Begin with the first line of the entries below. Copy each line exactly, stopping after the one that contains "(日) 183 44 /WenQuanYiZenHei-Bold".

--- Records for the task Enclosed Below ---

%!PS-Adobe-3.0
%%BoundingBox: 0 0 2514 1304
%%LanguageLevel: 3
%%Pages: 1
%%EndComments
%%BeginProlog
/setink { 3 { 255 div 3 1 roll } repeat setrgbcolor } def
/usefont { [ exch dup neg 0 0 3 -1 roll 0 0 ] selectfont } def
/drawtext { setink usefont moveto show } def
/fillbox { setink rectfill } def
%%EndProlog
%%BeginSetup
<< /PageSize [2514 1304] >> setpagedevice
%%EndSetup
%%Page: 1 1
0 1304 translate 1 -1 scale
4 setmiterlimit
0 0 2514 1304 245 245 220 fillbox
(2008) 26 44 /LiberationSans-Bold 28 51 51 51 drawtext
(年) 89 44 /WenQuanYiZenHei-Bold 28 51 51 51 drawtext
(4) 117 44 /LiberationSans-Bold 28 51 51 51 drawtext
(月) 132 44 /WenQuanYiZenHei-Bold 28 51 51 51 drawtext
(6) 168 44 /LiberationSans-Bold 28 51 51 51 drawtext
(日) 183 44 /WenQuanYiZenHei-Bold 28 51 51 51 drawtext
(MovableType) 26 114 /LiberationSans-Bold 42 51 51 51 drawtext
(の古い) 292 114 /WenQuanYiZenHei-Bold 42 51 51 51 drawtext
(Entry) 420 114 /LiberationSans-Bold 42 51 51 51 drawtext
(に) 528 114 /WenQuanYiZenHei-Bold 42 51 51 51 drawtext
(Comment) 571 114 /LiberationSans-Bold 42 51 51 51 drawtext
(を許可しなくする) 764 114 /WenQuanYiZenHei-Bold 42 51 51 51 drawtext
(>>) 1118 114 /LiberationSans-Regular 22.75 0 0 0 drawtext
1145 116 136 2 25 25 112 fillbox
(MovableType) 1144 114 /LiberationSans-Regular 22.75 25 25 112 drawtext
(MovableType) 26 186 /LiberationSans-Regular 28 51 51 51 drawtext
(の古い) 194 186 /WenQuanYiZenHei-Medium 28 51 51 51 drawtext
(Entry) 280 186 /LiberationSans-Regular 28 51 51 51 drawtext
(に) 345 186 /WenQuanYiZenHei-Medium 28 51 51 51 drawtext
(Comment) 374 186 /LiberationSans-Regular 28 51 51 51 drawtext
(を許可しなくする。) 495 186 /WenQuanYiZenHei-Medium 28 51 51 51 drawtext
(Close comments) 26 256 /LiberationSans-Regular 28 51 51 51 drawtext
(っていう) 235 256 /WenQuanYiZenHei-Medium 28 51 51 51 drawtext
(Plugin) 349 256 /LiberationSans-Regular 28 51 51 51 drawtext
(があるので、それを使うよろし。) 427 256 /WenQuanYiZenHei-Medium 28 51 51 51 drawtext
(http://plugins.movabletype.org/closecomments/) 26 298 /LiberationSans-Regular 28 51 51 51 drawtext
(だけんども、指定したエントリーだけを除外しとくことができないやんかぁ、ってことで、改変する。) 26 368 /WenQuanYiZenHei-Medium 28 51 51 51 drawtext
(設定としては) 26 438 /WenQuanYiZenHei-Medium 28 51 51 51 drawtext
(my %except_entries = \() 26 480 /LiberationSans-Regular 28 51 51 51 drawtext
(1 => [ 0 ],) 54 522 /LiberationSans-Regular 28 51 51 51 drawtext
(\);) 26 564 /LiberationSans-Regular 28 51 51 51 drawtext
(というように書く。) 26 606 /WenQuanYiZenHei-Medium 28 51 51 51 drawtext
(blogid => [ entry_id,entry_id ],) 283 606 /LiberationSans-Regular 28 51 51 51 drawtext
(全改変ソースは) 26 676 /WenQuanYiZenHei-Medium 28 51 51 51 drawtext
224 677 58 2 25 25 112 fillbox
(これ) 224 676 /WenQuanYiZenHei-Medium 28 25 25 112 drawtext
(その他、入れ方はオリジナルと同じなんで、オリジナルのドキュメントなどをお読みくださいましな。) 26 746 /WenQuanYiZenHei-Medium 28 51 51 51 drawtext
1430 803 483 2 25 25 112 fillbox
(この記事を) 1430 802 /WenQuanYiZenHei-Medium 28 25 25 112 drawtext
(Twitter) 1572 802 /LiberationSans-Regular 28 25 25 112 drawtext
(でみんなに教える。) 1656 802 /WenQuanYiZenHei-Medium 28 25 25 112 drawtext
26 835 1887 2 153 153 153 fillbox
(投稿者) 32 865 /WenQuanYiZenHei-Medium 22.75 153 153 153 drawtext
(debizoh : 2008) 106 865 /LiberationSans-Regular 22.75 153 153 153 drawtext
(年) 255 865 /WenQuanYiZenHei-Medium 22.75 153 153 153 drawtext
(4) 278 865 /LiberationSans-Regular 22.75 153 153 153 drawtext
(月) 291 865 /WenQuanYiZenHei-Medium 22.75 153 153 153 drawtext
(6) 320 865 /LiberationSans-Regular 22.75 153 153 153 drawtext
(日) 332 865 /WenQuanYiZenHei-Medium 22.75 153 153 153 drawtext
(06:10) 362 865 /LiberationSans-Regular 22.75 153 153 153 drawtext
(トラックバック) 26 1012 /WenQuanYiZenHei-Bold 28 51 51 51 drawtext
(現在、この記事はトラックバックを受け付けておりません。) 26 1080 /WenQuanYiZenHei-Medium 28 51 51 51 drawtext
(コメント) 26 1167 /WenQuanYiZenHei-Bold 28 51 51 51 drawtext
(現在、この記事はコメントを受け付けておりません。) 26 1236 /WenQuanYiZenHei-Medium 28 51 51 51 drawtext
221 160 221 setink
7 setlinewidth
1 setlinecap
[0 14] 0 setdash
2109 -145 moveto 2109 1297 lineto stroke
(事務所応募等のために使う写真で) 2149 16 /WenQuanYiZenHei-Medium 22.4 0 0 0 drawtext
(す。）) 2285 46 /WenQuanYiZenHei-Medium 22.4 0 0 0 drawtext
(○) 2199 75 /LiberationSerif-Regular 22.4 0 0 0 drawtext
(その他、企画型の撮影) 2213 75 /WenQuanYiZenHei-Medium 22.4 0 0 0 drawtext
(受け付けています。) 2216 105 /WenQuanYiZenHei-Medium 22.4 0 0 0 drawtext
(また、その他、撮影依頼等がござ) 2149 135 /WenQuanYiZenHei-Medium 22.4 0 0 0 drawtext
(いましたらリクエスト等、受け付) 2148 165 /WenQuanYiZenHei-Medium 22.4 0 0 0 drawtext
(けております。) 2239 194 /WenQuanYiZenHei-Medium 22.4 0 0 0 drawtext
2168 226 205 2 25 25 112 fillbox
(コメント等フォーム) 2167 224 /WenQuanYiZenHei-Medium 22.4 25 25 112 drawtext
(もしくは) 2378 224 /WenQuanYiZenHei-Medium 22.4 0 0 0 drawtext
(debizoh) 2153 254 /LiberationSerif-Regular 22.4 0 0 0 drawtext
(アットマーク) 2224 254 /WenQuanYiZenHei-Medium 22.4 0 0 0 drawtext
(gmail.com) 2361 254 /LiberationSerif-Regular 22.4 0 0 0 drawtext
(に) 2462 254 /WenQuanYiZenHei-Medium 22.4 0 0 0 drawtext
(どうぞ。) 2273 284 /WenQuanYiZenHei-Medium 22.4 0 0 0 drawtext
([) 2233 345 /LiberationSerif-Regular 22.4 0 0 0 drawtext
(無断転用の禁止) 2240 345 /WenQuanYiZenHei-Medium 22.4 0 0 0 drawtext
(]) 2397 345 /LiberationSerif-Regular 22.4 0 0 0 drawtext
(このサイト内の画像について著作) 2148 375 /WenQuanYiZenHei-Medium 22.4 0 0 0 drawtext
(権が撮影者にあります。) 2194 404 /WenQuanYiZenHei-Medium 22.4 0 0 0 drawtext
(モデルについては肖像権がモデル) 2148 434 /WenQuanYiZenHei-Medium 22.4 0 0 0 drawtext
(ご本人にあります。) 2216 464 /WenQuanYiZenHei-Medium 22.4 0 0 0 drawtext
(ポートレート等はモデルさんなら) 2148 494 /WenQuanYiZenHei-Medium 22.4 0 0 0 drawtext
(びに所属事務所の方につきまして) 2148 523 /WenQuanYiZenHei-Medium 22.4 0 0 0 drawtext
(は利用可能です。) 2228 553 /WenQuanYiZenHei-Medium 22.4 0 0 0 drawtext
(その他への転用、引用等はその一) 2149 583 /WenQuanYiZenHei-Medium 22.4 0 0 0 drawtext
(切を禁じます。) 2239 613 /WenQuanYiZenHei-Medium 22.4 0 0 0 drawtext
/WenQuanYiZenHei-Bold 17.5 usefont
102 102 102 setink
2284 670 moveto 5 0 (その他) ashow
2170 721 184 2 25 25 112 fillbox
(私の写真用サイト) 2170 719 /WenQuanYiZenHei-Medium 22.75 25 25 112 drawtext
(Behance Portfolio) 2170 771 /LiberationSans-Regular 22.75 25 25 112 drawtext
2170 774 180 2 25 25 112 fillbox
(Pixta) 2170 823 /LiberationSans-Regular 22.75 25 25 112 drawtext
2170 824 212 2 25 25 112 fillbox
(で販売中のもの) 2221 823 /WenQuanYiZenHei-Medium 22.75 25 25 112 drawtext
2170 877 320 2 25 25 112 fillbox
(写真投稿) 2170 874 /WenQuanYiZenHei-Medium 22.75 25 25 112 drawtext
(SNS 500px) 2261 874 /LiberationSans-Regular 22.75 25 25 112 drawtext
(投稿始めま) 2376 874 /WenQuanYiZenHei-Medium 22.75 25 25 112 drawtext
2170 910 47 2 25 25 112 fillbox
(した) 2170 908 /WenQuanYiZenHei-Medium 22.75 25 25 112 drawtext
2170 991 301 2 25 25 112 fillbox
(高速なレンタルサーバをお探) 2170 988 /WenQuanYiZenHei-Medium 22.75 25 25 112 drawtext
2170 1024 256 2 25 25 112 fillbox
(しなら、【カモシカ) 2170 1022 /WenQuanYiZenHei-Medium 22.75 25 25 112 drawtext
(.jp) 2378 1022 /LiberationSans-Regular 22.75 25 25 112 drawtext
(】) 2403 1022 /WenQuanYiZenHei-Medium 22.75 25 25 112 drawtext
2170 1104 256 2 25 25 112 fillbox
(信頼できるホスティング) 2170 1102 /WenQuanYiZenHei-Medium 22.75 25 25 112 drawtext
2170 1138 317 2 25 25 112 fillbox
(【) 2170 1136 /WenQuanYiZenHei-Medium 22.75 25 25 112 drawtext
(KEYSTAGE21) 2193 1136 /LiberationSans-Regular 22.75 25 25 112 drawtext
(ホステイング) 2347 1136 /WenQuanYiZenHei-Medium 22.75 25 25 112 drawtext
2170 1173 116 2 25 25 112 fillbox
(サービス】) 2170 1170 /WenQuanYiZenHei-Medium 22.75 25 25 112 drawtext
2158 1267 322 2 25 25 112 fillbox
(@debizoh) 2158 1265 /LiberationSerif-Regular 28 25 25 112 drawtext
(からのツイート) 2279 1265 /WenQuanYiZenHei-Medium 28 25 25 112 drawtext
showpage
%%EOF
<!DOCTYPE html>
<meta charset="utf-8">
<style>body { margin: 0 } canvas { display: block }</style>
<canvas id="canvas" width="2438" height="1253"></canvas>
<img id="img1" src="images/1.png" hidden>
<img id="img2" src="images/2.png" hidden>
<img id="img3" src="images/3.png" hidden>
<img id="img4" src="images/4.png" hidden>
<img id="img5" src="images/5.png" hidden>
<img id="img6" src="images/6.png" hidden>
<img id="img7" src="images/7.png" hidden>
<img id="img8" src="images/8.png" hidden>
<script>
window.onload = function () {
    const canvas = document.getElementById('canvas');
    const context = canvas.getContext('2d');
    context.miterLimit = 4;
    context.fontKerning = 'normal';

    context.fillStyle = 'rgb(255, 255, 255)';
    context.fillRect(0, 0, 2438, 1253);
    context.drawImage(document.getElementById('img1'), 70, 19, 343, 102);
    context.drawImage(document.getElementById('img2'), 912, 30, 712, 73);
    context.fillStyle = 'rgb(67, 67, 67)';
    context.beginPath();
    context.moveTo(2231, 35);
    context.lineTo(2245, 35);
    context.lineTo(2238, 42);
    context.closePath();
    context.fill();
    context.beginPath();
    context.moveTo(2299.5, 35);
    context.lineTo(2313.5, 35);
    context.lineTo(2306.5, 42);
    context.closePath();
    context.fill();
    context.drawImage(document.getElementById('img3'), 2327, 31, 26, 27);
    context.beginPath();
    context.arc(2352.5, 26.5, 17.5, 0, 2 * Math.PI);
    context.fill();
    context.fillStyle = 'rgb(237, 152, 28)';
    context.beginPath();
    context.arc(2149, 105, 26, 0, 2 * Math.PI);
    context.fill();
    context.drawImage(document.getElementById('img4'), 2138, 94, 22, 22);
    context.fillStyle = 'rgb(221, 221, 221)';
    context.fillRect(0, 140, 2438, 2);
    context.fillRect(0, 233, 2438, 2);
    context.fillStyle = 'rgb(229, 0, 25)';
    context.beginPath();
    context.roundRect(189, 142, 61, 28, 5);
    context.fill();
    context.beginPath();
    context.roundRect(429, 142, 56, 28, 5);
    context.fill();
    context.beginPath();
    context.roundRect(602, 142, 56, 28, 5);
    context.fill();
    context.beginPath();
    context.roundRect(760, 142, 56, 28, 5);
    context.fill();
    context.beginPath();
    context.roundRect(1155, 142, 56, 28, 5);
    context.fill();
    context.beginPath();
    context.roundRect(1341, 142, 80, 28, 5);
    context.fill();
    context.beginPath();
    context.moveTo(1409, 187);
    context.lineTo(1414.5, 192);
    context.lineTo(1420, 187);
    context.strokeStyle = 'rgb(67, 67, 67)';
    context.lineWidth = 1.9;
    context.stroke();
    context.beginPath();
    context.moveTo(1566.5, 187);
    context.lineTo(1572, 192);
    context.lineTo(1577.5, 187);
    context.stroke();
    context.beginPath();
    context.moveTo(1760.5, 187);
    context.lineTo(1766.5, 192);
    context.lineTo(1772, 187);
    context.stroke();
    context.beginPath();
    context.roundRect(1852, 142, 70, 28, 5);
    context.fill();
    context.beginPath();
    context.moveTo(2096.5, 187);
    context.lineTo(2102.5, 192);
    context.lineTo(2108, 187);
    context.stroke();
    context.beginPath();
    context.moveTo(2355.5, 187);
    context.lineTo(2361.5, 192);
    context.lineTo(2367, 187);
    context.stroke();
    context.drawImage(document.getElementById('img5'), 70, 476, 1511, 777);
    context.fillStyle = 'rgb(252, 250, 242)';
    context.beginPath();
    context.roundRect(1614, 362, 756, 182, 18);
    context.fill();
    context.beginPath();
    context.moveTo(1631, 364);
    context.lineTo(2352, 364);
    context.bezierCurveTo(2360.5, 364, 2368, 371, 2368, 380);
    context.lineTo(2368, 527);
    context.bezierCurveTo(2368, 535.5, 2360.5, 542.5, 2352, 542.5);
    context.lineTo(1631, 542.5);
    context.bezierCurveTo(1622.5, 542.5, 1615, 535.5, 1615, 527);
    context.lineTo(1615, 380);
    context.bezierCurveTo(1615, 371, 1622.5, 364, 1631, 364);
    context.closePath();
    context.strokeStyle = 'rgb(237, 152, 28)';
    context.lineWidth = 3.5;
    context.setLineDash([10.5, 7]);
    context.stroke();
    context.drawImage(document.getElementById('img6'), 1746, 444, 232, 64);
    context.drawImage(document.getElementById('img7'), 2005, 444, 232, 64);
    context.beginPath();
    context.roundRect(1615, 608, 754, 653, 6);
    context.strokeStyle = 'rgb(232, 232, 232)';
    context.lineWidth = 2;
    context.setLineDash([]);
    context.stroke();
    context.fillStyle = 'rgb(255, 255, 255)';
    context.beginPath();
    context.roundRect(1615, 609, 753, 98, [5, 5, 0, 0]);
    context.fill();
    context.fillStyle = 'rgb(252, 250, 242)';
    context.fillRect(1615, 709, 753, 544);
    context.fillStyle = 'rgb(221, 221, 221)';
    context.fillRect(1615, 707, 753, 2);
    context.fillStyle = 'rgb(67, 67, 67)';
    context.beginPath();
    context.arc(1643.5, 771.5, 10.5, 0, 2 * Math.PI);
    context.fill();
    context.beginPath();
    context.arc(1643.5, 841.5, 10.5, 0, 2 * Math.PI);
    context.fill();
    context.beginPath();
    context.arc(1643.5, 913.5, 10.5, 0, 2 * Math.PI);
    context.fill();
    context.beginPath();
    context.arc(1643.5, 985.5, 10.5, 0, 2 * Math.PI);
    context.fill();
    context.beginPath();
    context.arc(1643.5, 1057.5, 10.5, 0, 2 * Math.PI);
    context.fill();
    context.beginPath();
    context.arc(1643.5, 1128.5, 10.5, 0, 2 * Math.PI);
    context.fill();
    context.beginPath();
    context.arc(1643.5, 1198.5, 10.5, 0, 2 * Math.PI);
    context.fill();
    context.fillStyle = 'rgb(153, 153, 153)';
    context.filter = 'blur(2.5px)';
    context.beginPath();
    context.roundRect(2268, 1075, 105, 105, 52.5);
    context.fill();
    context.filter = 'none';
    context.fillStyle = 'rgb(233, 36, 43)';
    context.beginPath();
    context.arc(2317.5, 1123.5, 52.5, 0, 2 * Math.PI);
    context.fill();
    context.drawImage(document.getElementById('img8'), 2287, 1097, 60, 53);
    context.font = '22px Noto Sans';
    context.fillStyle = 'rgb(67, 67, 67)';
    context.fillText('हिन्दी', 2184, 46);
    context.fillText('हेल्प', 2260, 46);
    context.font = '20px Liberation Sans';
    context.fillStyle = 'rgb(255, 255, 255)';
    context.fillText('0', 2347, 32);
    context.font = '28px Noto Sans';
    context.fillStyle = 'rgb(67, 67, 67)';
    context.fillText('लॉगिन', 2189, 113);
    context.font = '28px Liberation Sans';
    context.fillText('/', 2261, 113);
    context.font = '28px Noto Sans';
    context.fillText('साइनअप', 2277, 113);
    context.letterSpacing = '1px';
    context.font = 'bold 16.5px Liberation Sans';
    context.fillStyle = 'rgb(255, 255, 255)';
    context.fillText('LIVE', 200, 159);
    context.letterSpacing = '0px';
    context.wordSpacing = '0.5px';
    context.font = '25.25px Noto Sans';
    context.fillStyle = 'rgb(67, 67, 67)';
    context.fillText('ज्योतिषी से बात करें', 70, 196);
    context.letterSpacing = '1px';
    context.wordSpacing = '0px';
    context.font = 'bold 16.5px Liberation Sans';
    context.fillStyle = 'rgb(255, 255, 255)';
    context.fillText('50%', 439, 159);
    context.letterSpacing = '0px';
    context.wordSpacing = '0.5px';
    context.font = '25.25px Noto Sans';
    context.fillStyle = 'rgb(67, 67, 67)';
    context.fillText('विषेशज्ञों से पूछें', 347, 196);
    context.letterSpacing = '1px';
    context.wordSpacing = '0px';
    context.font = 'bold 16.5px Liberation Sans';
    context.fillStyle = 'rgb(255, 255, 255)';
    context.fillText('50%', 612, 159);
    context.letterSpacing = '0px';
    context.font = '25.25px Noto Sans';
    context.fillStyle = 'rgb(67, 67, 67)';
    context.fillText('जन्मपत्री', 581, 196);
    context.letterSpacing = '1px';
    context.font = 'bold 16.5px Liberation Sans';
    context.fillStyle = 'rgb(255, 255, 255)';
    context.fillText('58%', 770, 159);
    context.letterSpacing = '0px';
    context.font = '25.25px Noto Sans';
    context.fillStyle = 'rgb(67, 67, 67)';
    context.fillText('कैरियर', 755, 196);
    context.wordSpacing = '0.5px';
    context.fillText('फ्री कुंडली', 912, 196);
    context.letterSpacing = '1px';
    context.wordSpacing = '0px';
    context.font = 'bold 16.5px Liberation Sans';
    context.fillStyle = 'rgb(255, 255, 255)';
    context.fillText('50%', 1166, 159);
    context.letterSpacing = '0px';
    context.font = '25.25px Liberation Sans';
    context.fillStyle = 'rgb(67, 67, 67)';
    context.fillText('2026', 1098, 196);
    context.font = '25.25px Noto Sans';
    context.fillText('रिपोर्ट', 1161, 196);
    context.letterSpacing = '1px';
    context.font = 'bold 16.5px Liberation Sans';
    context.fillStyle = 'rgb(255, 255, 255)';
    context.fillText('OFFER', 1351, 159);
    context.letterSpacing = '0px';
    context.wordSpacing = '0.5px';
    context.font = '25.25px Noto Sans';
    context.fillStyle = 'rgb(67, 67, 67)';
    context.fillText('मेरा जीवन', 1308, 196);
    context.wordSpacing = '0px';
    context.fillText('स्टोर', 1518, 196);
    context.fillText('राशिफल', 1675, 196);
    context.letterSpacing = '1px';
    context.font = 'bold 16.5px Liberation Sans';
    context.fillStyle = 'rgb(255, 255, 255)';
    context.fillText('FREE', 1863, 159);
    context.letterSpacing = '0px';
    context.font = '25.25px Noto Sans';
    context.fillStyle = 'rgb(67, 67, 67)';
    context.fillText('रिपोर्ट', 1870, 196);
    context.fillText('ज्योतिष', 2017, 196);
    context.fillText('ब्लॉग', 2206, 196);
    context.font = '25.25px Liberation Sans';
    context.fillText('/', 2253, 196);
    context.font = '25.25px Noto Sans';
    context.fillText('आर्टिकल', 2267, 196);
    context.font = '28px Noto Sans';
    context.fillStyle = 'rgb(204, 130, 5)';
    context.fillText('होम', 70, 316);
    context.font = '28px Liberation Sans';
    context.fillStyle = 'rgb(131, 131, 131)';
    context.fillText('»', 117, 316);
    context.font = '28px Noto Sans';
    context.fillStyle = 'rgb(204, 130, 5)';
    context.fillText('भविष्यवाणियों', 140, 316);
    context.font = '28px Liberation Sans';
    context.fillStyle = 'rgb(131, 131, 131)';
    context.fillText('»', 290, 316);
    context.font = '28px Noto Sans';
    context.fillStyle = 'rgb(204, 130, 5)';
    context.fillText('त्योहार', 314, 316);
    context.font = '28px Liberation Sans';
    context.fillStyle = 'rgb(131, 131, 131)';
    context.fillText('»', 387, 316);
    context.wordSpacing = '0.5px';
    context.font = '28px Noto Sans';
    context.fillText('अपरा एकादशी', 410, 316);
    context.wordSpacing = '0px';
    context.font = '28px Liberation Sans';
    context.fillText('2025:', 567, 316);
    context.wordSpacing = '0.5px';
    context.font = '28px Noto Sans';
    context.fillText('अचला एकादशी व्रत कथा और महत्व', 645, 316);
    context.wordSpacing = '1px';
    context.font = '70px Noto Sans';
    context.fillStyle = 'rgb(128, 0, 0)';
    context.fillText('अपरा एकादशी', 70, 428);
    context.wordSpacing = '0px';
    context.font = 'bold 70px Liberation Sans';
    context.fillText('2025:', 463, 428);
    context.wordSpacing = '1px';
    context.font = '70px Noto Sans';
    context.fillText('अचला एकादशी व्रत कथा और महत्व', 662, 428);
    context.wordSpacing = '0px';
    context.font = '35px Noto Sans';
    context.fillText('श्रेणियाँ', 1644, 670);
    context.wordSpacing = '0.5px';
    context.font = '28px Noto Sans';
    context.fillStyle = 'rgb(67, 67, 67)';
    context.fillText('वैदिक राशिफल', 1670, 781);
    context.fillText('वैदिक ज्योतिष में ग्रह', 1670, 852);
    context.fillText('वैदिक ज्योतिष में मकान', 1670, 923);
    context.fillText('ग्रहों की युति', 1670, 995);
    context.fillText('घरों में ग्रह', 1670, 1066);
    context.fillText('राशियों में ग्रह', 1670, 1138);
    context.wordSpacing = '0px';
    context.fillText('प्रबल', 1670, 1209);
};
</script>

--- End of Enclosed Records for the task ---

> Result
%!PS-Adobe-3.0
%%BoundingBox: 0 0 2514 1304
%%LanguageLevel: 3
%%Pages: 1
%%EndComments
%%BeginProlog
/setink { 3 { 255 div 3 1 roll } repeat setrgbcolor } def
/usefont { [ exch dup neg 0 0 3 -1 roll 0 0 ] selectfont } def
/drawtext { setink usefont moveto show } def
/fillbox { setink rectfill } def
%%EndProlog
%%BeginSetup
<< /PageSize [2514 1304] >> setpagedevice
%%EndSetup
%%Page: 1 1
0 1304 translate 1 -1 scale
4 setmiterlimit
0 0 2514 1304 245 245 220 fillbox
(2008) 26 44 /LiberationSans-Bold 28 51 51 51 drawtext
(年) 89 44 /WenQuanYiZenHei-Bold 28 51 51 51 drawtext
(4) 117 44 /LiberationSans-Bold 28 51 51 51 drawtext
(月) 132 44 /WenQuanYiZenHei-Bold 28 51 51 51 drawtext
(6) 168 44 /LiberationSans-Bold 28 51 51 51 drawtext
(日) 183 44 /WenQuanYiZenHei-Bold 28 51 51 51 drawtext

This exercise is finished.